Towards the end of the Torah section Tazriah, after a series of instructions concerning the contraction of tzara’at (loosely translated as leprosy), we learn of a case in which someone comes to the kohen (priest) with a nega (affliction of tzara’at) comprising a white patch of skin. The kohen is not certain about the status of the nega and places the individual into isolation. A week later, we are told (Vayikra 13:13), “The priest shall look, and behold! The affliction has covered his entire flesh, then he shall declare the affliction to be pure; having turned completely white, it is pure.”
In his Torat Moshe, the 19th century Torah giant R. Moshe Sofer, known as the Chatam Sofer, notes the paradox of this scenario. While the affliction was relatively localized, the individual’s status was uncertain. However, after spreading throughout the person’s body, not leaving one millimeter uncovered with this affliction, then the person is declared pure – free to go!
The Chatam Sofer in explaining the aforementioned paradox, notes another apparent paradox. On the face of it, the one afflicted appears to suffer from a physical disease. Under normal circumstances, Jewish law prescribes other Jews to visit an ill individual. However, in our case, not only do we not advise other Jews to visit him, this person is banished from society – “Isolated he shall sit, outside the camp” (Vayikra 13:46).
In explanation, we must understand that this person afflicted with tzara’at, as mentioned in the Talmud (Babylonian Talmud, Arakhin 16a), is guilty of behavior against society. His affliction is a result of his engaging in lashon ha’ra (slander or gossip), whereby he causes strife among other members of society. The Torah, therefore, mandates that we separate ourselves from this individual. Thereby, we can protect ourselves from his behavior and not learn from his practices.
The worst type of individual, the Chatam Sofer points out, is one who is two-faced. It is especially difficult to be careful of a person who acts in one manner outwardly but secretly in his heart has sinister intentions. We must make special efforts to distance unsuspecting individuals from such a person. On the other hand, when an individual clearly shows his true colors and his evil intentions are clear to all, he is not as dangerous. His wickedness is obvious to all and it is easier for others to realize the need to protect themselves from him.
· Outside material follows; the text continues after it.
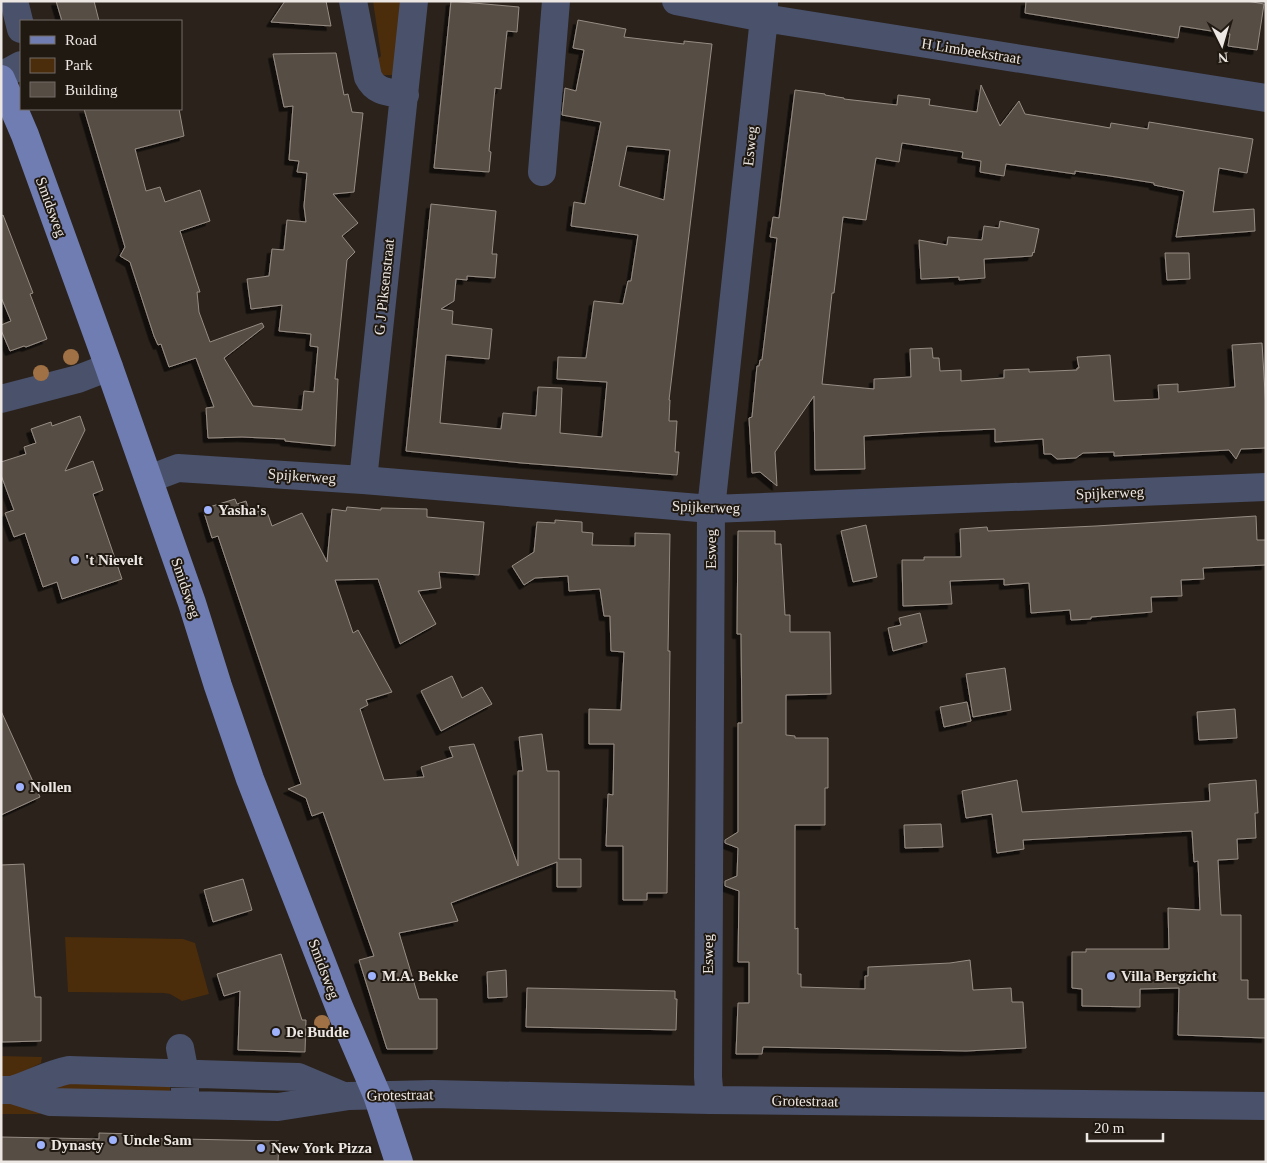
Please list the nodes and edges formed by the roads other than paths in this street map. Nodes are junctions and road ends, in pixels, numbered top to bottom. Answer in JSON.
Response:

Similarly, the Chatam Sofer says with regards to one whose body is partially afflicted by tzara’at, he gives the appearance of being good and as a result G-d has afflicted him with this illness to warn us of his true nature and to warn us to stay away from him. On the other hand, if someone is blemished from the top of his head to his little toe – clearly showing one’s true colors fully in the open – no mistake can be made about this person. Such a person, therefore, does not require such an intense punishment. The Torah does not require us to isolate him from the rest of society.